Speaking of blasting a hole in your wallet. Most Coloradans know there are plenty of better and more enjoyable ski resorts than Aspen (and it’s posh friends Vail, Telluride, and Breckenridge). The cost of list tickets at these places are all over $200 for one day. And the meal waiting for you at the bottom of the hill after a day of skiing? Caviar. Yes, the scenery in the area is great, but great skiing is all over Colorado without the cost and exuberance.
Make no mistake, ski outings are usually pretty pricey. Even the less hoity toity resorts have lift tickets that run in the hundreds. Always rent your equipment elsewhere, or buy it if you go frequently. That will save you time and money. Go later in the season in Colorado, just after spring break for the best rates (the best snows happen in March, not December). Ski-in, ski-out is usually worth it, though. I hate to recommend anywhere because then it will be harder for our family to get reservations at the places we like to go.

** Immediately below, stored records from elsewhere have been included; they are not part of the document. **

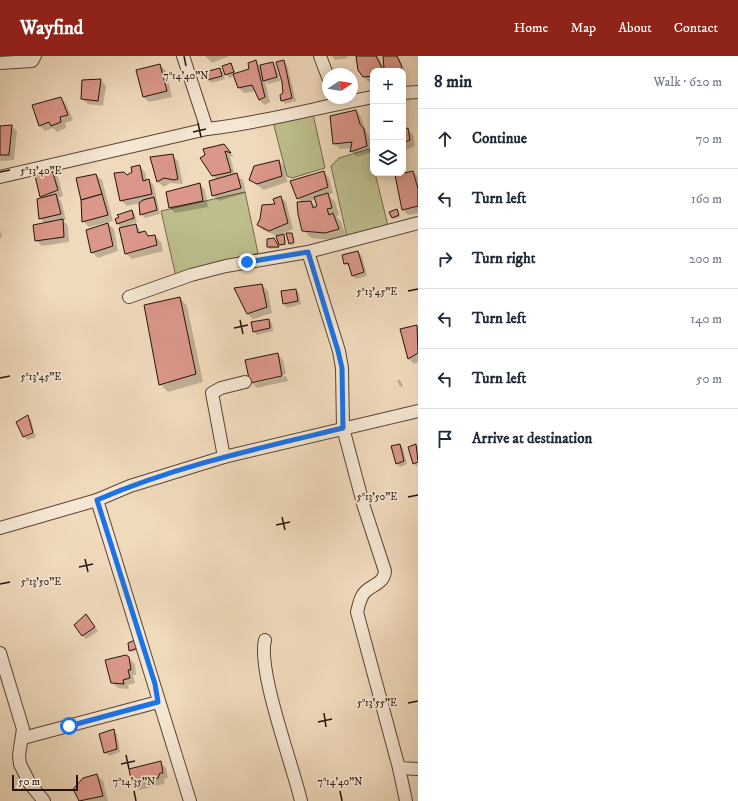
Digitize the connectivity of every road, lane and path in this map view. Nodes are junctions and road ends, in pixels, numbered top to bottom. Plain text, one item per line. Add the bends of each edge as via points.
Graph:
1 (35, 56) edge
2 (183, 56) edge
3 (320, 56) edge
4 (0, 63) edge
5 (325, 68) edge
6 (418, 92) edge
7 (406, 93) edge
8 (370, 98) edge
9 (358, 99) edge
10 (322, 104) edge
11 (207, 129) junction
12 (0, 177) edge
13 (418, 223) edge
14 (308, 252) junction
15 (129, 297) dead end
16 (245, 382) dead end
17 (418, 411) edge
18 (343, 428) junction
19 (224, 457) junction
20 (97, 500) junction
21 (0, 528) edge
22 (266, 640) dead end
23 (0, 653) edge
24 (158, 702) junction
25 (23, 738) junction
26 (400, 768) junction
27 (418, 769) edge
28 (44, 801) edge
29 (190, 801) edge
30 (301, 801) edge
31 (406, 801) edge

1 - 4 street via 32,61
2 - 11 street
3 - 5 street
6 - 7 street
8 - 9 street
10 - 11 street via 234,126
11 - 12 street
13 - 14 street
14 - 15 street via 191,274
14 - 18 street via 342,368
16 - 19 street via 212,393
17 - 18 street
18 - 19 street
18 - 26 street via 364,507 386,571 381,582 365,591 357,612
19 - 20 street via 130,486
20 - 21 street
20 - 24 street via 155,684
22 - 30 street via 263,649 270,692
23 - 25 street via 23,729
24 - 25 street
24 - 29 street
25 - 28 street via 19,755 20,764 30,784
26 - 27 street
26 - 31 street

1. Hollywood Walk of Fame and Mann’s Chinese Theater

There are plenty of places in the LA-area that are overrated (I could even say the entire city of Los Angeles is overrated), but this “attraction” is the epitome of a waste of time, money and effort. Hollywood has long been just a dirty, crowded city with expensive parking and odd-ball people hanging out on every street corner. It will likely take up most of a day just to drive into the congested heart of the city to see the stars on the sidewalk, and that’s all they are. Parking is expensive, but you’ll want a secure spot too. Crime isn’t exactly not a problem.

I once saw a movie premiere of a movie at the Chinese Theater. But once inside it’s just another theater and the same movies you’ll see everywhere else. At the end of the day you’ll have a hard time saying you had fun visiting Hollywood.